When Mark Kogan ’79 made a gift to the department of economics in 2010, he never expected to support one of the professors who taught him as an undergraduate more than 30 years earlier.
Kogan established the Mark Kogan Fund for Excellence in the Department of Economics to honor the exceptional faculty in the economics department who inspired his successful business career. One of his professors, Art Benavie, became a recipient of Kogan funding in spring 2012.
“Supporting professors who inspired me makes me feel like I’m giving back just a small part of what they’ve given me and that my life has come full circle,” Kogan said.
After graduating from Carolina with a double major in economics and political science, Kogan joined Data Resources, Inc., an econometrics consulting company. He then received an MBA from Harvard Business School and enjoyed a 19-year career at Goldman, Sachs & Co. in New York, Los Angeles and London before retiring in 2004.
Kogan’s philanthropic spirit stems from his upbringing. His father, Jay Kogan, and grandfather, Irwin Cohn, were successful businessmen and philanthropists who encouraged their family to practice Tikkun Olam (“repair the world” in Hebrew). These role models taught Kogan that giving back rewards the donor just as much as the recipient.

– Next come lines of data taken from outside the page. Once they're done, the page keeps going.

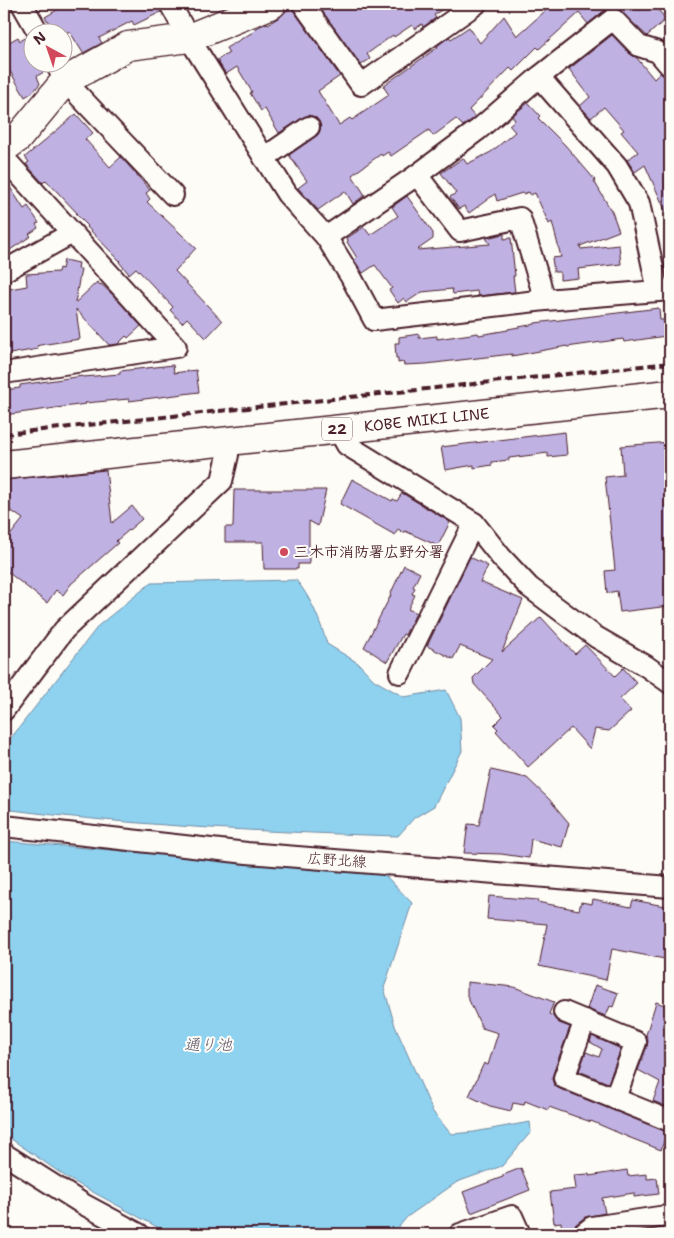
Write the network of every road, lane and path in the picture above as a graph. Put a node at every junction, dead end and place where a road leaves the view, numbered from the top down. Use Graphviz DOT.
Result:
graph roads {
  1 [pos="22,4"];
  2 [pos="170,4"];
  3 [pos="272,4"];
  4 [pos="303,4"];
  5 [pos="476,4"];
  6 [pos="32,22"];
  7 [pos="189,38"];
  8 [pos="670,66"];
  9 [pos="72,67"];
  10 [pos="60,72"];
  11 [pos="539,77"];
  12 [pos="309,127"];
  13 [pos="4,148"];
  14 [pos="4,158"];
  15 [pos="264,158"];
  16 [pos="417,175"];
  17 [pos="173,195"];
  18 [pos="72,233"];
  19 [pos="326,237"];
  20 [pos="4,271"];
  21 [pos="664,290"];
  22 [pos="545,300"];
  23 [pos="4,373"];
  24 [pos="670,394"];
  25 [pos="338,429"];
  26 [pos="225,441"];
  27 [pos="4,465"];
  28 [pos="474,523"];
  29 [pos="400,673"];
  30 [pos="670,683"];
  31 [pos="4,710"];
  32 [pos="4,826"];
  33 [pos="670,887"];
  34 [pos="564,1012"];
  35 [pos="585,1020"];
  36 [pos="615,1098"];
  37 [pos="670,1121"];
  38 [pos="4,1154"];
  39 [pos="665,1218"];
  40 [pos="138,1234"];
  41 [pos="460,1234"];
  42 [pos="520,1234"];
  43 [pos="583,1234"];
  1 -- 6 [label="street"];
  2 -- 7 [label="street"];
  3 -- 7 [label="main road"];
  4 -- 5 [label="street"];
  7 -- 9 [label="main road"];
  7 -- 15 [label="street"];
  8 -- 11 [label="street"];
  10 -- 13 [label="main road"];
  10 -- 17 [label="street"];
  11 -- 16 [label="street"];
  11 -- 21 [label="street"];
  12 -- 15 [label="street"];
  14 -- 18 [label="street"];
  15 -- 19 [label="street"];
  16 -- 19 [label="street"];
  16 -- 22 [label="street"];
  18 -- 20 [label="street"];
  18 -- 23 [label="street"];
  19 -- 22 [label="street"];
  21 -- 22 [label="street"];
  24 -- 25 [label="main road, KOBE MIKI LINE / 22"];
  25 -- 26 [label="main road, KOBE MIKI LINE / 22"];
  25 -- 28 [label="street"];
  26 -- 27 [label="main road, KOBE MIKI LINE / 22"];
  26 -- 31 [label="street"];
  28 -- 29 [label="street"];
  28 -- 30 [label="street"];
  32 -- 33 [label="street, 広野北線"];
  34 -- 35 [label="street"];
  35 -- 36 [label="street"];
  35 -- 36 [label="street"];
  36 -- 37 [label="street"];
  38 -- 40 [label="street"];
  39 -- 43 [label="street"];
  41 -- 42 [label="street"];
}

Kogan noted that navigating today’s increasingly competitive business world demands a thorough knowledge of economics and finance.
“Through my studies, I developed a passion for understanding how the national and international economy shapes our lives,” Kogan said. “Being able to challenge and debate economic policies makes me a better investor and businessperson.”
For others who are considering a philanthropic gift, Kogan offers this advice:
“Don’t wait. After you start giving back, you realize that your world has expanded,” he said. “You meet interesting people, you get to see how you have an impact on others’ lives, and you feel more spiritually connected to your community and the institutions you support.”